DOMA, which prevents the federal government from recognizing same-sex marriages, is to blame for some of this. (The Obama administration concluded in February that DOMA was unconstitutional and has ceased defending it in court, but it remains in force.) In June 2009, President Obama directed federal agencies to extend as many benefits as possible to same-sex couples. But for service members, slightly different legal language governing the military prevents the Department of Defense from doing what the State Department—whose employees have similar obligations in terms of being forced to relocate—were able to do in extending as many benefits as possible to families headed by same-sex partners.

“The State Department has a lot more regulatory flexibility,” explains David McKean, legal director at the Servicemembers Legal Defense Network.

There is a separate category of benefits, known as “member-designated” benefits, which are not prohibited by DOMA from being extended to same-sex couples. These include life insurance and defined-contribution retirement savings plans, and gay and lesbian service members can now designate their partners without fear of discharge. Nevertheless, Alex Nicholson, a former Army Intelligence Officer who is now the Executive Director of the gay and lesbian service member advocacy group Servicemembers United, says the Defense Department could do more despite the legal barriers erected by DOMA. “They’re not going as far as they could,” Nicholson says. “There’s more that they could do even before DOMA is repealed.” McKean agrees.

A Defense Department spokesperson said that DOD was looking into extending more benefits to the partners of gay and lesbian service members, including access to Morale, Welfare, and Recreation facilities, which would allow them to utilize things like swimming pools, golf courses, and restaurants normally offered to families of service members on bases.
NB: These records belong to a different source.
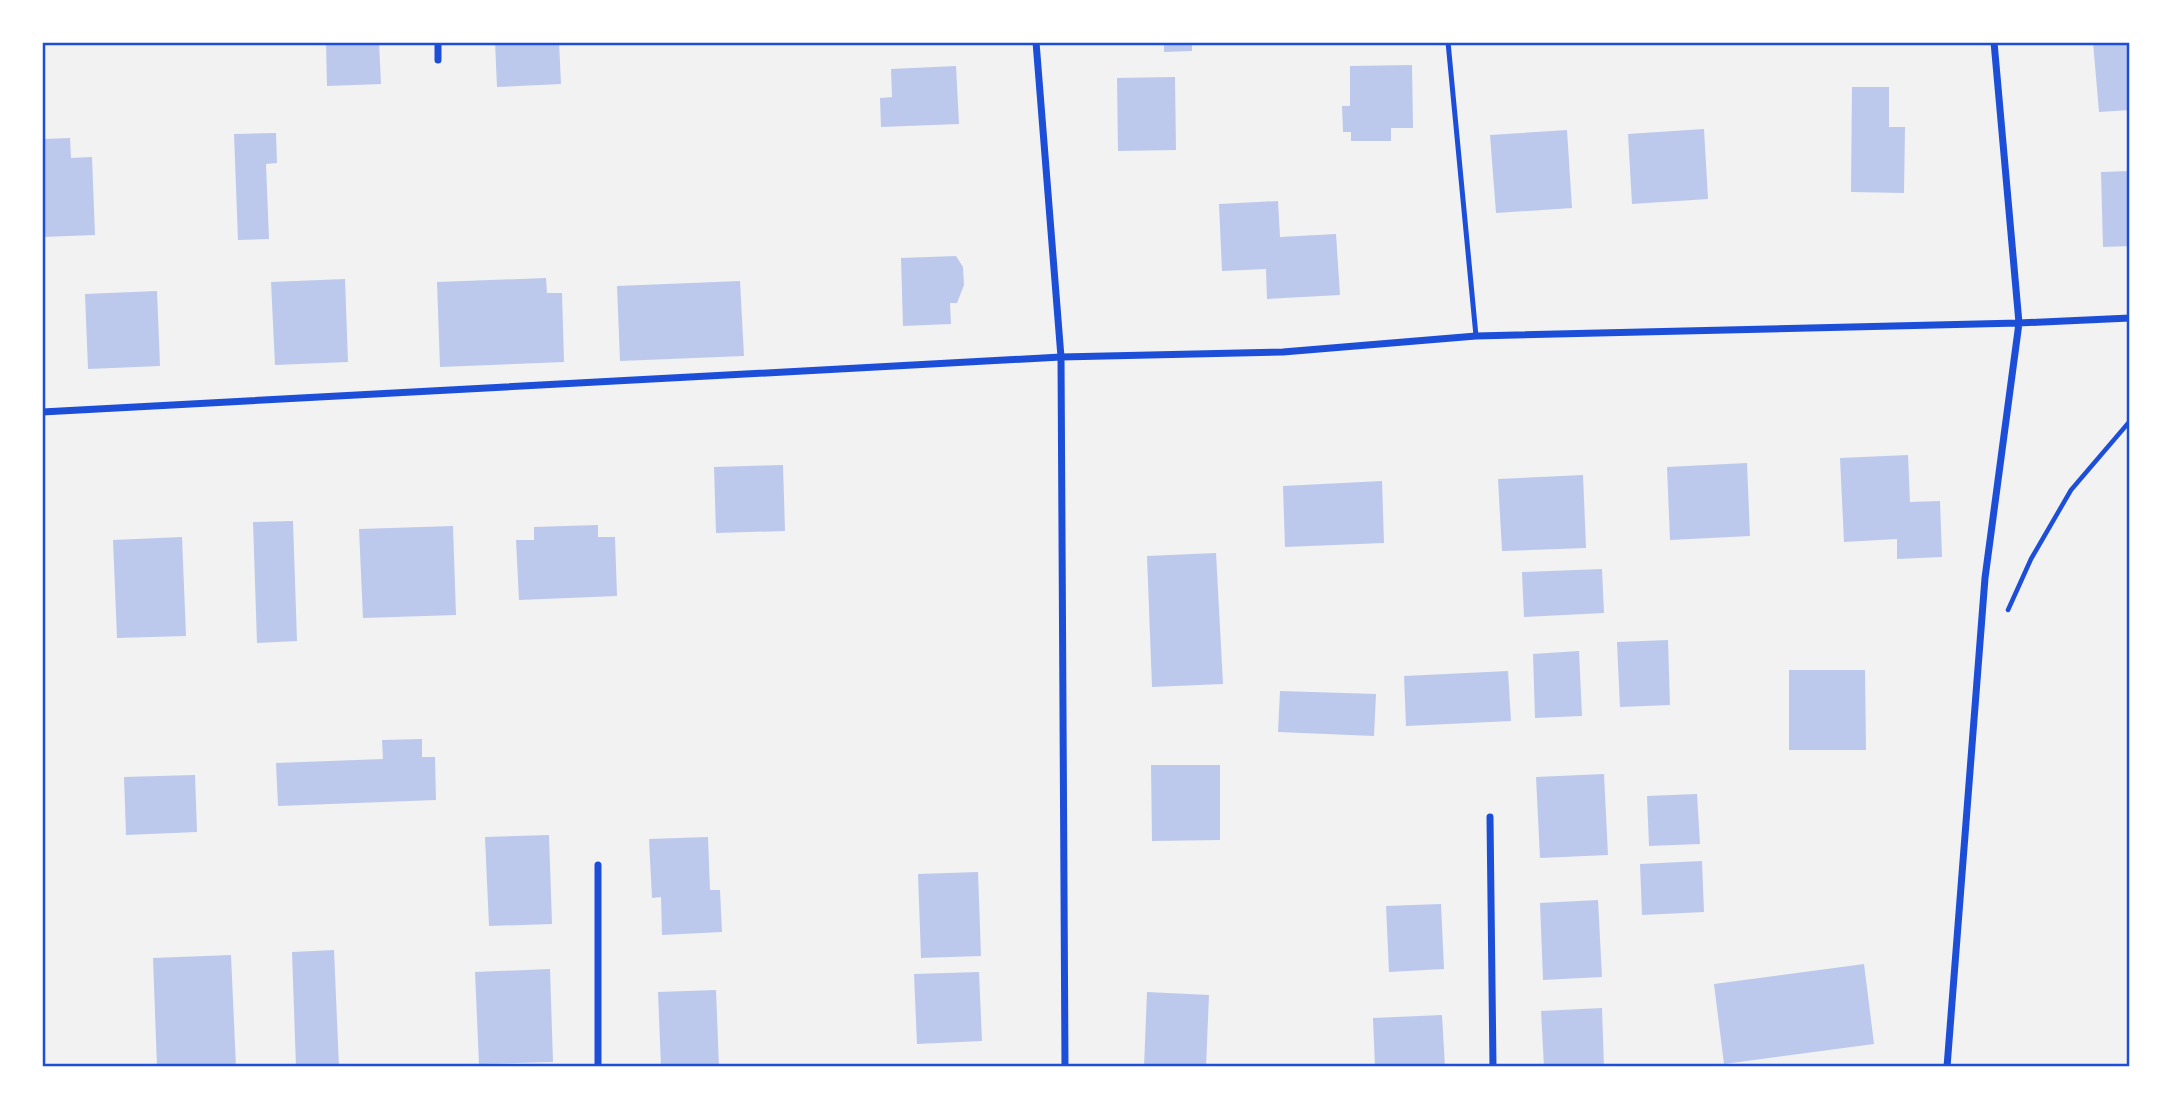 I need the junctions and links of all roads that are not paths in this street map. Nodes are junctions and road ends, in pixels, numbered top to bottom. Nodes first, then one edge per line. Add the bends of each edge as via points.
1 (438, 42) edge
2 (1036, 42) edge
3 (1448, 42) edge
4 (1994, 42) edge
5 (438, 61) dead end
6 (2130, 318) edge
7 (2019, 323) junction
8 (1476, 336) junction
9 (1061, 357) junction
10 (42, 412) edge
11 (1490, 817) dead end
12 (598, 864) dead end
13 (598, 1067) edge
14 (1065, 1067) edge
15 (1493, 1067) edge
16 (1947, 1067) edge

1 - 5 street
2 - 9 street
3 - 8 lane
4 - 7 street
6 - 7 street
7 - 8 street
7 - 16 street via 1985,578
8 - 9 street via 1283,352
9 - 10 street
9 - 14 street
11 - 15 street
12 - 13 street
Nicholson and McKean say that one crucial issue is how DOD deals with the question of military identification and base access. When Watts’ partner had to be hospitalized for a medical emergency, Watts couldn’t simply visit him. Watts had to rely on another friend in the service to get him on base every day. Even without DADT, current DOD regulations state that only “dependents” can get military IDs, and DOMA prevents the same-sex partners of service members from being designated as dependents. Which means that even though Watts and his partner will no longer have to hide their relationship, he and other same-sex partners of service members will still have similar problems unless DOD changes its regulations. That doesn’t just apply to hospital visitation; it means that, unless the couple has a child who can be designated as a dependent, the same-sex spouse or partner of a service member doesn’t have the access to base housing, commissaries, or base exchanges that their straight counterparts do.

Still, even with the remaining obstacles, Peters and Watts were glad about no longer having to go through the stress of hiding their private lives from friends and colleagues.

“It’s a huge relief,” Peters says. “I’ve had to serve, and he’s had to serve for all these years…with this threat of being kicked out because of your sexual orientation. And that threat’s finally gone.”

Dr. Aaron Belkin, author of How We Won: Progresssive Lessons From the Repeal of “Don’t Ask, Don’t Tell,” says that with DADT gone, DOMA, and the hardship it continues to place on the families of gay and lesbians service members, may not be long for this world either.

“If you look at the countries around the world that have marriage equality, the lifting of the military ban almost always comes first,” Belkin says. “[It] sends a very powerful message that it’s wrong to discriminate and that gays and lesbians are first-class citizens and deserve the same rights as everybody else.”

In the meantime, service members in same-sex relationships will still have to make do with less.

“You don’t let it stop you from loving someone,” Watts says. “You just learn to deal with it.”